Se a Igreja é um só corpo, ninguém pode pensar que suas ações não alcançam os outros, ou que a sua fé é apenas um ato isolado. Alguns dizem “eu tenho a minha fé”. É propício recordar de São Francisco de Assis, pois ao celebrarmos um ano jubilar franciscano por ocasião dos 800 anos de sua morte, ele nos ensina que todos somos irmãos! Francisco é mestre da interconectividade! Não ajudou apenas os pobres, mas se tornou pobre. Ao abraçar o leproso, ele sentiu a dor na própria pele, porque entendeu que o leproso era seu próprio braço ferido.

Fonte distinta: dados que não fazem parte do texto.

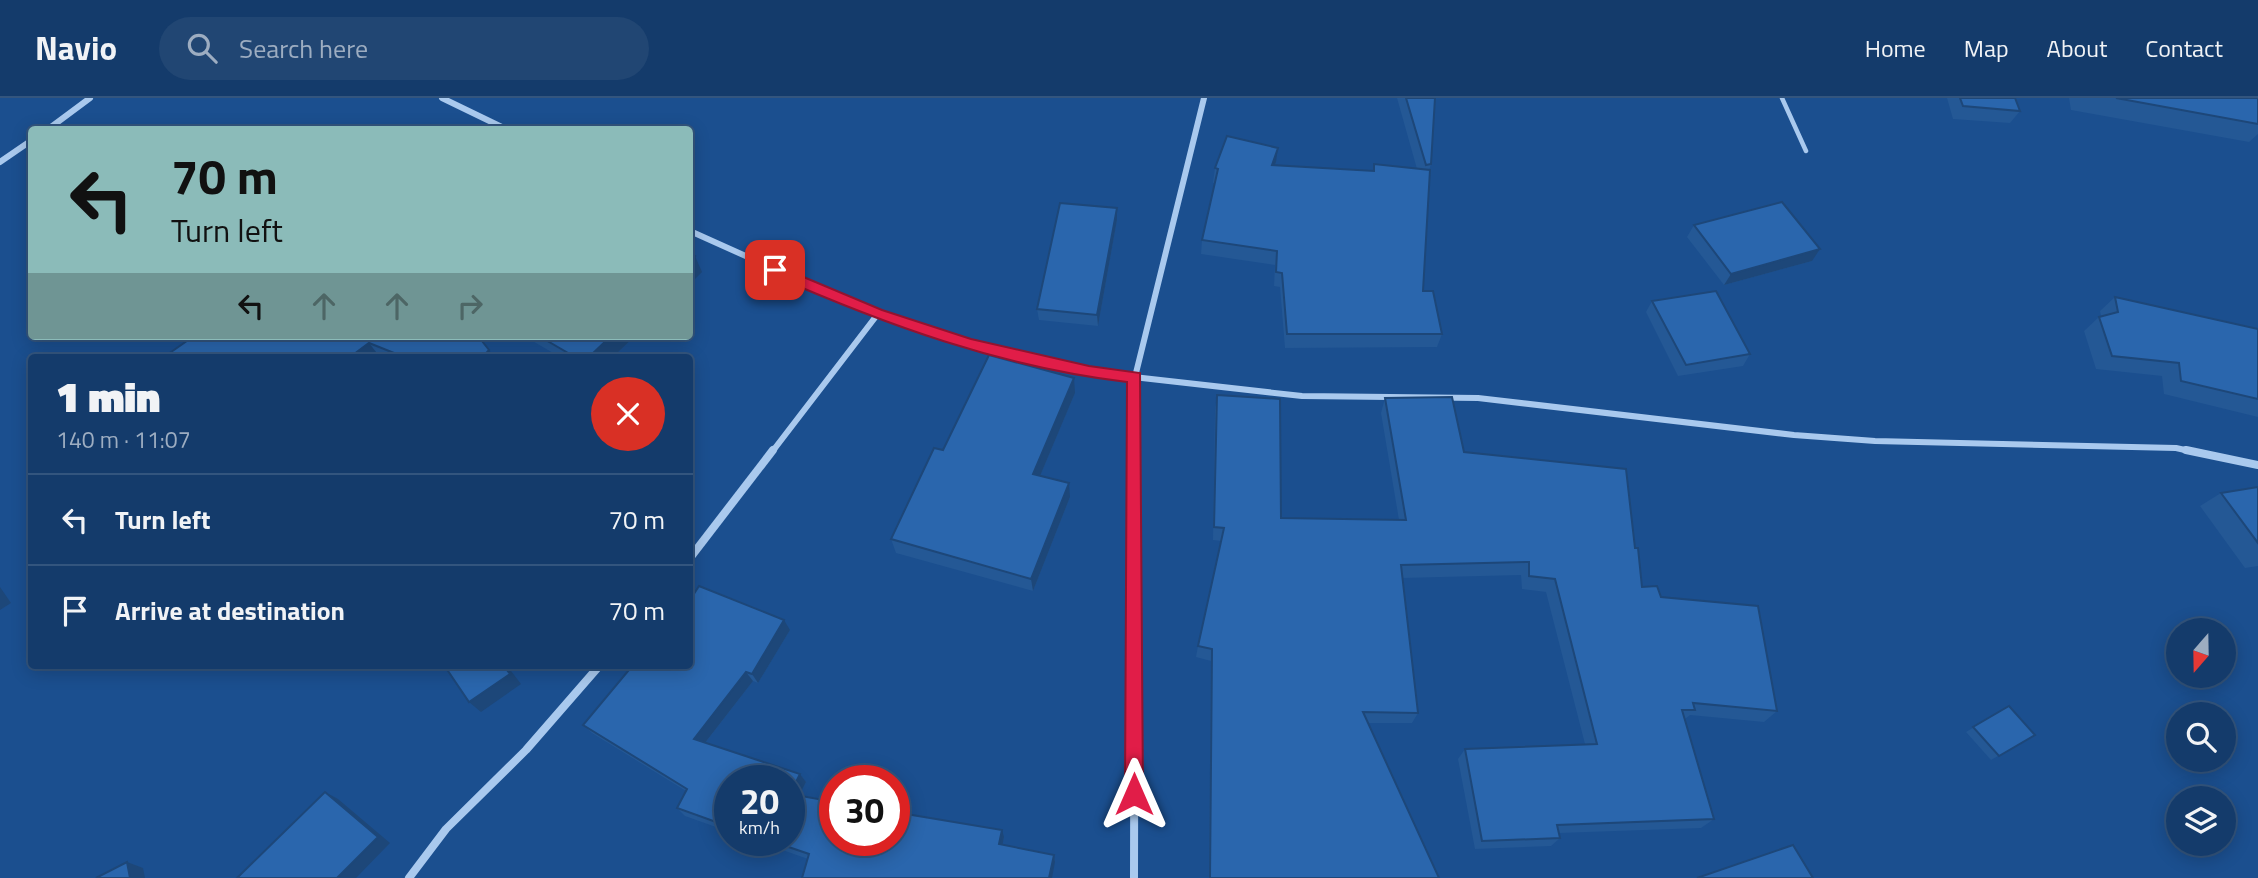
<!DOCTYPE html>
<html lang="en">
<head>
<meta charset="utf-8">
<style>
	body { margin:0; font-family:"Titillium Web",sans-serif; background:#214673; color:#f1f3f6; height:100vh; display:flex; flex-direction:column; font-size:26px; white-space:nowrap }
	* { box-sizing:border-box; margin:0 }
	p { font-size:23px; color:#9dadc1 }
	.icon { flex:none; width:38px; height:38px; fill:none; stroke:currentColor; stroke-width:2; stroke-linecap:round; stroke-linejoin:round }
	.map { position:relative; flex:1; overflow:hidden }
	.sheet { position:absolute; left:28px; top:256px; width:665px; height:315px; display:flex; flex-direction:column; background:#143b6b; border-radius:7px; box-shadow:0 4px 18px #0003,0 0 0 2px #33557e }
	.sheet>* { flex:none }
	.banner { position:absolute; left:28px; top:28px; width:665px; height:214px; border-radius:7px; box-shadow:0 4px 18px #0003,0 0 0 2px #33557e; background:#8bbbb9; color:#111; overflow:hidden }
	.needle { width:46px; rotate:200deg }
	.buttons { position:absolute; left:2166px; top:520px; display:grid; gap:14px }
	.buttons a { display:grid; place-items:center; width:70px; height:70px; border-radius:50%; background:#143b6b; box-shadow:0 4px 18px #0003,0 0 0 2px #33557e; font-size:35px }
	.speed { position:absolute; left:714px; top:667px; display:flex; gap:14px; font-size:35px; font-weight:700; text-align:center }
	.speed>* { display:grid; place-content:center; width:91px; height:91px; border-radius:50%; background:#143b6b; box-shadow:0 4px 18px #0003,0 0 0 2px #33557e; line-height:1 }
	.speed small { font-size:18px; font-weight:400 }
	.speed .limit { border:10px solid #d22; background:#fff; color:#111 }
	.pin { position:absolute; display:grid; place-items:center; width:60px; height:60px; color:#fff; margin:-30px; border-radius:14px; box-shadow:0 4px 10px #0006 }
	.me { position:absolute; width:77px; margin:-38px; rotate:0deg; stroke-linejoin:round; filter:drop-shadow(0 0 5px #0008) }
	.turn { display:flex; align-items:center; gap:24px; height:147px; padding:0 28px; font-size:32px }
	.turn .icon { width:91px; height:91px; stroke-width:2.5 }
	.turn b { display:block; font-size:49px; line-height:60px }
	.lanes { display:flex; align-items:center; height:66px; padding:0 28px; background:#0003; justify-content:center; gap:35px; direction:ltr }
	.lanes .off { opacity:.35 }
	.round { display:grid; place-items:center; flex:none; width:74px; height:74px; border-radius:37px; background:#214673 }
	.overview { display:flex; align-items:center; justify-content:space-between; height:119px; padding:0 28px }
	h1 { font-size:42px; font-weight:800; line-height:52px }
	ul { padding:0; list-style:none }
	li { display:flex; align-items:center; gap:21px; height:91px; padding:0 28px; border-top:2px solid #33557e }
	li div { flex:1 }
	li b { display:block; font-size:26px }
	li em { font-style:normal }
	header { display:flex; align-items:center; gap:42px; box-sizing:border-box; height:98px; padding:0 35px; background:#143b6b; border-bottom:2px solid #33557e }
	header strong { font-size:33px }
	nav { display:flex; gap:38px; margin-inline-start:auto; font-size:24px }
	.search { width:490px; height:63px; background:#214673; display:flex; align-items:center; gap:18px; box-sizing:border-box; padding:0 24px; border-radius:38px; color:#9dadc1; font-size:26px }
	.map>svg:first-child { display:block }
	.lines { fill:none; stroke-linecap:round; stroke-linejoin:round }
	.service { stroke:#a9c9ee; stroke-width:4.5 }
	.minor-far1 { stroke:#a9c9ee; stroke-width:6 }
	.minor { stroke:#a9c9ee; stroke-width:8 }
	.wall { fill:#245895 }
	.shaded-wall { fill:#1d4779 }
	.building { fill:#2a66ad; stroke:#1d4779; stroke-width:2 }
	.route { fill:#e11d48; stroke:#92132f; stroke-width:2 }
</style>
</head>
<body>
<header>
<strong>Navio</strong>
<div class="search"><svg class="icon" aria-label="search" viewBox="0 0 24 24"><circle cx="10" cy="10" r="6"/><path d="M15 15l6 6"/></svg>Search here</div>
<nav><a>Home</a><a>Map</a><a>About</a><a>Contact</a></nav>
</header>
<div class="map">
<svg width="2258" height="780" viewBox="0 0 2258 780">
	<rect width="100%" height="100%" fill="#1b4f8f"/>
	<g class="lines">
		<path class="service" d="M 1782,0 L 1806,53"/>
		<g class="minor-far1">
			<path d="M 442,0 L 508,32"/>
			<path d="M 47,32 L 90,0"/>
			<path d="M 0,64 L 32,42"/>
			<path d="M 690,133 L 877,217 L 970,247 L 1089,274 L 1302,298 L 1478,300 L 1794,337 L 1875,343 L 2176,350 L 2194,354"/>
			<path d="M 772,354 L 877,217"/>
			<path d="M 1135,354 L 1135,279 L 1204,0"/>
		</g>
		<g class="minor">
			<path d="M 2186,352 L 2258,367"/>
			<path d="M 690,460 L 773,352"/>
			<path d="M 409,780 L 446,731 L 526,652 L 600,567"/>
			<path d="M 1134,780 L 1135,352"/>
		</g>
	</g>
	<g class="wall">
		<path d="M 1397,0 L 1435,0 L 1431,66 L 1429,72 L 1423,193 L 1442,236 L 1437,249 L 1285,250 L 1280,189 L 1274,188 L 1275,167 L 1201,156 L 1202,142 L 1215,85 L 1213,85 L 1215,70 L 1276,64 L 1275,67 L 1373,73 L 1374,66 L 1417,71 Z"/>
		<path d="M 1947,0 L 2015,0 L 2020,13 L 2010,25 L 1953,21 Z"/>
		<path d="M 2069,0 L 2258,0 L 2258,36 L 2249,44 L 2071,12 Z"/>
		<path d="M 1117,110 L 1117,122 L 1098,228 L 1039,222 L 1037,211 Z"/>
		<path d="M 1694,127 L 1812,163 L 1724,187 L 1687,139 Z"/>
		<path d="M 2115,199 L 2258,231 L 2258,319 L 2164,296 L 2162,278 L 2096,271 L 2084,233 L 2099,219 L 2101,218 L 2100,213 Z"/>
		<path d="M 1652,203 L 1750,256 L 1743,268 L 1678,278 L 1646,214 Z"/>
		<path d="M 478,238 L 494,259 L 164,259 Z"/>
		<path d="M 524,238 L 635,238 L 613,259 L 560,259 Z"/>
		<path d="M 1075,295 L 1040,378 L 1070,399 L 1033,493 L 896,455 L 891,441 L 943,352 Z"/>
		<path d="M 1217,297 L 1281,420 L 1399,422 L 1381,315 L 1385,300 L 1464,354 L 1635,450 L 1642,489 L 1661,499 L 1777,613 L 1764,624 L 1690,617 L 1685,621 L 1714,721 L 1701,730 L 1559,735 L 1560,740 L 1551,748 L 1475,751 L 1458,661 L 1465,651 L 1585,646 L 1546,494 L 1522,491 L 1521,477 L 1402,480 L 1418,615 L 1412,625 L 1367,625 L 1439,780 L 1209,780 L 1211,563 L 1196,559 L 1198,548 L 1221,443 L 1213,442 L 1215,312 Z"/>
		<path d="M 2258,389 L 2258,468 L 2245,470 L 2200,408 L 2221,395 Z"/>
		<path d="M 790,532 L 758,585 L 753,583 L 705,645 L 800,676 L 806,684 L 799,698 L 1004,739 L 1002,747 L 1054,757 L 1055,764 L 808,761 L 754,742 L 789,742 L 730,682 L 730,734 L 685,718 L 677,710 L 686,693 L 592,635 L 583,627 Z"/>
		<path d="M 2009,608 L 2035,637 L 1991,662 L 1966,634 Z"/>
	</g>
	<g class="shaded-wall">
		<path d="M 1278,50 L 1276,64 L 1270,82 L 1272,67 Z"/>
		<path d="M 1117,110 L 1117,122 L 1098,228 L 1097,217 Z"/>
		<path d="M 1820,151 L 1812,163 L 1724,187 L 1731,176 Z"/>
		<path d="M 695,158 L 702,174 L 690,186 L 690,164 Z"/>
		<path d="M 611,238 L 635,238 L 613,259 L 589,259 Z"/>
		<path d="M 369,245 L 380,259 L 350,259 Z"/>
		<path d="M 489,252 L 494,259 L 483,259 Z"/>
		<path d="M 1074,280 L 1075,295 L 1035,390 L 1033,376 Z"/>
		<path d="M 1069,385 L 1070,399 L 1033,493 L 1031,481 Z"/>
		<path d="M 0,489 L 11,505 L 0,512 Z"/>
		<path d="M 784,522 L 790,532 L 758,585 L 752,576 Z"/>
		<path d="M 503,567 L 511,567 L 508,569 L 521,586 L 481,614 L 469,604 Z"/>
		<path d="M 746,574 L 753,583 L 701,650 L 694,641 Z"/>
		<path d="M 800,676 L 806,684 L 796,704 L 790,696 Z"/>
		<path d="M 325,694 L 338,701 L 390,745 L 356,780 L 337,780 Z"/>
		<path d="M 1002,732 L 1004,739 L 1001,754 L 999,746 Z"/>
		<path d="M 1054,757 L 1055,764 L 1052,780 L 1049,780 Z"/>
		<path d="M 127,764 L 143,770 L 145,780 L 130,780 Z"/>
	</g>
	<g class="building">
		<path d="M 1406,0 L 1435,0 L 1431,66 L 1426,67 Z"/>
		<path d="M 1960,0 L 2015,0 L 2020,13 L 1963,8 Z"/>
		<path d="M 2116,0 L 2258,0 L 2258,26 Z"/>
		<path d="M 431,27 L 439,32 L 426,32 Z"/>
		<path d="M 1227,38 L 1278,50 L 1272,67 L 1374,73 L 1374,66 L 1430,72 L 1423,193 L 1433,193 L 1442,236 L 1287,236 L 1282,175 L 1276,174 L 1277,153 L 1202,142 L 1218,71 L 1215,70 Z"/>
		<path d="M 1782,104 L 1820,151 L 1731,176 L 1694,127 Z"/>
		<path d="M 1060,105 L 1117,110 L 1097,217 L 1037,211 Z"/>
		<path d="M 690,155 L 695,158 L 690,164 Z"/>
		<path d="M 1716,193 L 1750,256 L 1686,267 L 1652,203 Z"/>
		<path d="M 2115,199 L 2258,231 L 2258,301 L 2181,283 L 2179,265 L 2112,258 L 2099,219 L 2118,214 Z"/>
		<path d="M 194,238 L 478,238 L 489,252 L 483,259 L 404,259 L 369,245 L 350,259 L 164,259 Z"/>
		<path d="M 539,238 L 611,238 L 589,259 L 575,259 Z"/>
		<path d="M 989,257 L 1074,280 L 1033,376 L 1069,385 L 1031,481 L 891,441 L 934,350 L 943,352 Z"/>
		<path d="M 1217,297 L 1280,301 L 1281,420 L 1406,422 L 1385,300 L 1452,299 L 1464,354 L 1626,371 L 1635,450 L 1638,450 L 1642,489 L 1657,488 L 1661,499 L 1758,508 L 1777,613 L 1693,605 L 1695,612 L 1682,612 L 1714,721 L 1557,727 L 1560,740 L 1482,743 L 1465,651 L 1597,646 L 1555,481 L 1529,478 L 1529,464 L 1401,467 L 1418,615 L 1363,614 L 1439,780 L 1210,780 L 1212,551 L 1198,548 L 1224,430 L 1214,429 Z"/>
		<path d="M 2258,389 L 2258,445 L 2221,395 Z"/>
		<path d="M 699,488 L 784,522 L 752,576 L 746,574 L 694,641 L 800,676 L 790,696 L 835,704 L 835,742 L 894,742 L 894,714 L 1002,732 L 999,746 L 1054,757 L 1049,780 L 802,780 L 809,756 L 768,742 L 789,742 L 789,682 L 730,682 L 730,729 L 677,710 L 687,691 L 583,627 L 633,567 L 690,567 L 690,502 Z"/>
		<path d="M 444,567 L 503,567 L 510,576 L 469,604 Z"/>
		<path d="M 2009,608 L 2035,637 L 1999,658 L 1973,629 Z"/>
		<path d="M 325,694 L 378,739 L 337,780 L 237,780 Z"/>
		<path d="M 1793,747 L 1813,780 L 1697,780 Z"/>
		<path d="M 127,764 L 130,780 L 96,780 Z"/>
	</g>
	<path class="route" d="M 775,167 L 882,212 L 971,241 L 1089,268 L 1140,275 L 1143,696 L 1141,703 L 1134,705 L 1128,703 L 1125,696 L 1127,284 C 1001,269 886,227 770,176 L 770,168 Z"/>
</svg>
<div class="buttons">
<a><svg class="needle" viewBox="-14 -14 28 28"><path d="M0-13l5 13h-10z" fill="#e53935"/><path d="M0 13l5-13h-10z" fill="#9dadc1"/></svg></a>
<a><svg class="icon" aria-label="search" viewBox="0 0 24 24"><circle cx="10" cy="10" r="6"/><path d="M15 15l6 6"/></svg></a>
<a><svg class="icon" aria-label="layers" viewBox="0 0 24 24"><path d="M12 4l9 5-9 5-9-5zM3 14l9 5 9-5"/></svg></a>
</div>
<div class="speed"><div>20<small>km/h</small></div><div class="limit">30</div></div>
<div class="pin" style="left:775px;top:172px;background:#d93025"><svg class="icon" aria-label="arrive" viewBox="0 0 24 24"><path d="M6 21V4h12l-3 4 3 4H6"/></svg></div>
<svg class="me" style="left:1134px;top:696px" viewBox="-20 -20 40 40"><path d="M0-17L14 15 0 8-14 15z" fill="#e11d48" stroke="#fff" stroke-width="4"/></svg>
<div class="banner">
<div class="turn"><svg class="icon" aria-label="left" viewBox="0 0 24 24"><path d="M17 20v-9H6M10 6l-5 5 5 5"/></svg><div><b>70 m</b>Turn left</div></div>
<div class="lanes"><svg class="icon" aria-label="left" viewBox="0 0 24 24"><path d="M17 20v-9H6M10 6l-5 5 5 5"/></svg><svg class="icon off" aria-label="ahead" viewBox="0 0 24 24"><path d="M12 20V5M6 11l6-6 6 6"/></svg><svg class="icon off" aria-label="ahead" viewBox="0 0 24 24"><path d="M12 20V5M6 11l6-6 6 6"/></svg><svg class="icon off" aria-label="right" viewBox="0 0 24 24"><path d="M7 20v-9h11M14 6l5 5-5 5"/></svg></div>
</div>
<section class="sheet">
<div class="overview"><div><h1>1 min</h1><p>140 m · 11:07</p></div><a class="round" style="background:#d93025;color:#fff"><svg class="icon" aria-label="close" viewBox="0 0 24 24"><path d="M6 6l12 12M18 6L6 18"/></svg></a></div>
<ul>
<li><svg class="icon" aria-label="left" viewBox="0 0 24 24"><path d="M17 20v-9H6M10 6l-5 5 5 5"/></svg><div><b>Turn left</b></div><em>70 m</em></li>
<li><svg class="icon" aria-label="arrive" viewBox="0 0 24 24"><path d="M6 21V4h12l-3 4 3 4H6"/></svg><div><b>Arrive at destination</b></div><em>70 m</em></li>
</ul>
</section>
</div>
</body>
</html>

Chamou de irmão ao próprio Sol e de irmã a Lua, bem como irmãos e irmãs as estrelas, o fogo, o vento… e até o irmão Lobo (símbolo daqueles ‘membros’ que desprezamos por conta de suas más opções e más ações).
De fato, São Francisco de Assis é o exemplo de que só a fraternidade (povo de Deus, um só Corpo) em Cristo faz desaparecer a fronteira entre o “eu” e o “outro” através da caridade.
Despertar os nervos:
A próxima vez que você ouvir sobre uma tragédia ou uma injustiça, não pergunte ‘por que Deus permite isso?’, mas eu o convido a perguntar ao seu coração: ‘Por que os meus nervos ainda não dispararam?’ Pois isso foi o que aconteceu com os mártires: eles deram a vida, assumiram a vida do irmão como sendo sua própria, parte do seu próprio corpo.
Temos outro exemplo: São Maximiliano Kolbe (franciscano conventual) que, no campo de concentração de Auschwitz, trocou sua vida pela de Franciszek Gajowniczek, um sargento do exército polonês e pai de família. Ao voltar para sua casa, ele dedicou o restante de sua vida a divulgar o ato heroico de Kolbe e agradeceu pessoalmente o “dom da vida”, testemunhando a canonização de São Maximiliano por São João Paulo II em 1982.
São Maximiliano Kolbe é reverenciado como mártir da caridade, um santo que escolheu o amor em meio ao ódio extremo. Assumamos, então, esse compromisso para com Deus e o Seu Corpo, a Igreja: acolhamos a dor e o sofrimento do outro e rezemos por aqueles membros ‘mais frágeis’, porque amar o outro e rezar por ele não é um favor que você faz; é a manutenção da sua própria saúde espiritual, para que os nervos despertem!